Crash in subtitle generation - IndexError: list index out of range
Program (r192.3.4) crashes at the end of execution, but before generating a subtitle file on some videos with tiny model, but usually exits correctly with other models on the same video (it may not be directly related to the model used, just the fact that its output has or doesn't have some offending attribute).
I think this is different to the crashes that may happen at the end of processing, also reported in the original faster-whisper.
Traceback (most recent call last):
File "D:\whisper-fast\_XXL\__main__.py", line 1668, in <module>
File "D:\whisper-fast\_XXL\__main__.py", line 1652, in cli
File "D:\whisper-fast\_XXL\__main__.py", line 320, in __call__
File "D:\whisper-fast\_XXL\__main__.py", line 859, in write_result
File "D:\whisper-fast\_XXL\__main__.py", line 802, in iterate_result_alt
File "D:\whisper-fast\_XXL\__main__.py", line 785, in iterate_subtitles_alt
IndexError: list index out of range
[11796] Failed to execute script '__main__' due to unhandled exception!
That is when used with "--highlight_words"? Can you repeatedly reproduce it on some file?
Share whole command used.
No, the only command args I use are --model, --language and file name. And yes, it is consistently reproducible on the file I use.
faster-whisper-xxl.exe --model tiny -l is 101.avi
In fact, I see that some characters in the console output look like question marks (copied here as 很 or ル), which obviously do not occur in the audio and cannot occur in the selected language. Perhaps they break something during output into file?

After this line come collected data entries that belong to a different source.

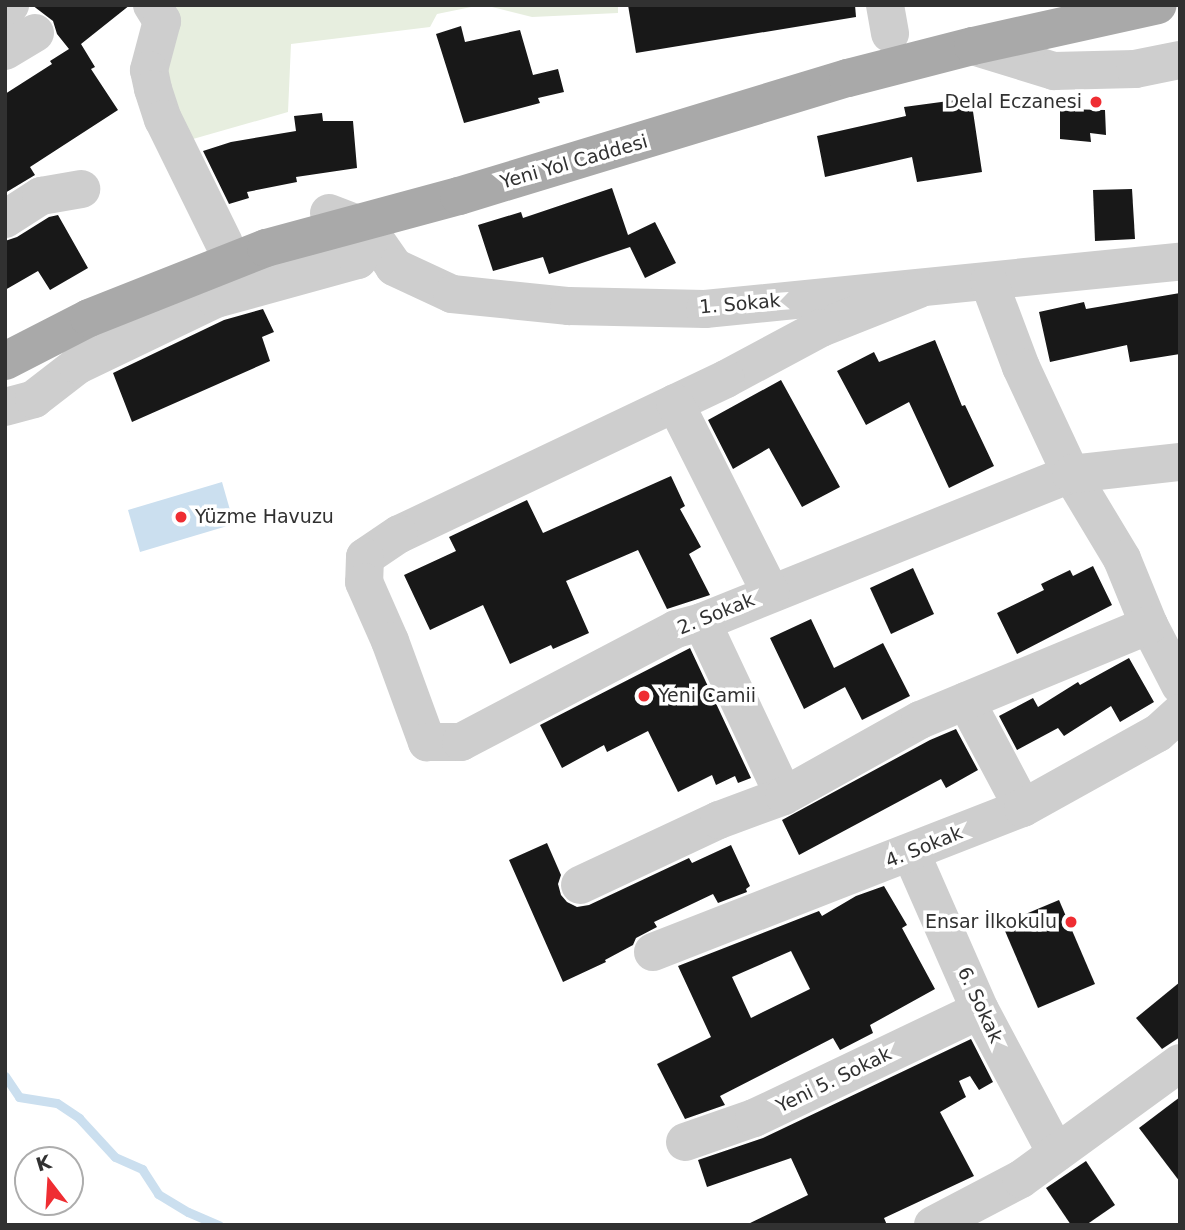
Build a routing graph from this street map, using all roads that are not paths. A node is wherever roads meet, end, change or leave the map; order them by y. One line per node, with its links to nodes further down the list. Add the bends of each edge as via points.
1 (152, 5): 9 (street, via 162,21 149,70 159,109)
2 (1077, 5): 8 (main road, Yeni Yol Caddesi, via 808,74)
3 (1158, 5): 4 (main road, Yeni Yol Caddesi)
4 (973, 46): 5 (street, via 1054,71 1135,69); 8 (main road, Yeni Yol Caddesi, via 848,78)
5 (1180, 61)
6 (81, 189): 7 (street, via 41,196)
7 (5, 219)
8 (352, 224): 9 (main road, Yeni Yol Caddesi); 12 (street, 1. Sokak, via 394,267 452,294 569,306 705,309); 14 (main road, Yeni Yol Caddesi, via 208,269 89,318); 16 (street, via 358,260 216,299 78,365 34,398)
9 (224, 243): 13 (main road, Yeni Yol Caddesi, via 103,294)
10 (1180, 262): 11 (street, 1. Sokak)
11 (989, 282): 12 (street, 1. Sokak); 18 (street, via 1021,367)
12 (919, 289): 15 (street, via 821,328)
13 (5, 345)
14 (5, 361)
15 (675, 403): 19 (street); 20 (street, 2. Sokak, via 399,534 365,557 364,582 427,742 461,742 676,629)
16 (5, 407)
17 (1180, 462): 18 (street, 2. Sokak)
18 (1071, 474): 19 (street, 2. Sokak); 21 (street, via 1122,559)
19 (769, 592): 20 (street, 2. Sokak)
20 (702, 622): 25 (street)
21 (1149, 625): 22 (street); 23 (street)
22 (1180, 685)
23 (966, 701): 25 (street, via 920,720); 26 (street)
24 (1180, 713): 26 (street, 4. Sokak, via 1158,733)
25 (784, 796): 28 (street, via 719,820)
26 (1023, 808): 27 (street, 4. Sokak)
27 (911, 853): 29 (street, 4. Sokak); 30 (street, 6. Sokak)
28 (580, 886)
29 (653, 952)
30 (980, 1010): 32 (street, Yeni 5. Sokak, via 754,1118); 33 (street, 6. Sokak)
31 (1180, 1063): 33 (street)
32 (685, 1142)
33 (1056, 1153): 34 (street, via 1021,1179)
34 (933, 1225)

Can you share the json file produced with --output_format json?
This time it crashed AFTER producing the output and "Operation finished in:" ... line. Apparently this last crash is a case of https://github.com/SYSTRAN/faster-whisper/issues/71 or something similar, but seems to be unrelated to this issue.
Can you share the message of this new crash?
There is no message in the console, it's just a standard Windows popup saying that "program has stopped working". For each of these new crashes Windows Event Viewer contains pairs of error messages like these:
Faulting application name: faster-whisper-xxl.exe, version: 192.3.4.0, time stamp: 0x6626da66
Faulting module name: KERNELBASE.dll, version: 10.0.17763.6054, time stamp: 0xc9a93043
Exception code: 0xe06d7363
Fault offset: 0x0000000000041b39
Faulting application name: faster-whisper-xxl.exe, version: 192.3.4.0, time stamp: 0x6626da66
Faulting module name: ucrtbase.dll, version: 10.0.17763.1490, time stamp: 0x48ac8393
Exception code: 0xc0000409
Fault offset: 0x000000000006e77e
Note that, by the time it happens everything is already done and the program is exiting, and at no point it maxes out on memory. For this reason this new crash is not so bad, just inconvenient.
IndexError: list index out of range
Can reproduce it with faster-whisper-xxl.exe 101.json command, I'll investigate it later.
This time it crashed AFTER producing the output and "Operation finished in:" ... line. Apparently this last crash is a case of https://github.com/SYSTRAN/faster-whisper/issues/71 or something similar, but seems to be unrelated to this issue.
There is "beep" sound code after "Operation finished in:" ... line.
Could you try --beep_off? Do you get this crash only on this file or on all files?
By default this second crash comes after the beep. With --beep_off it just happens in silence. The crash is reproducible with many other files, and with larger models. I have not found the pattern yet. I am running it with CUDA 12.5, not sure if it is related.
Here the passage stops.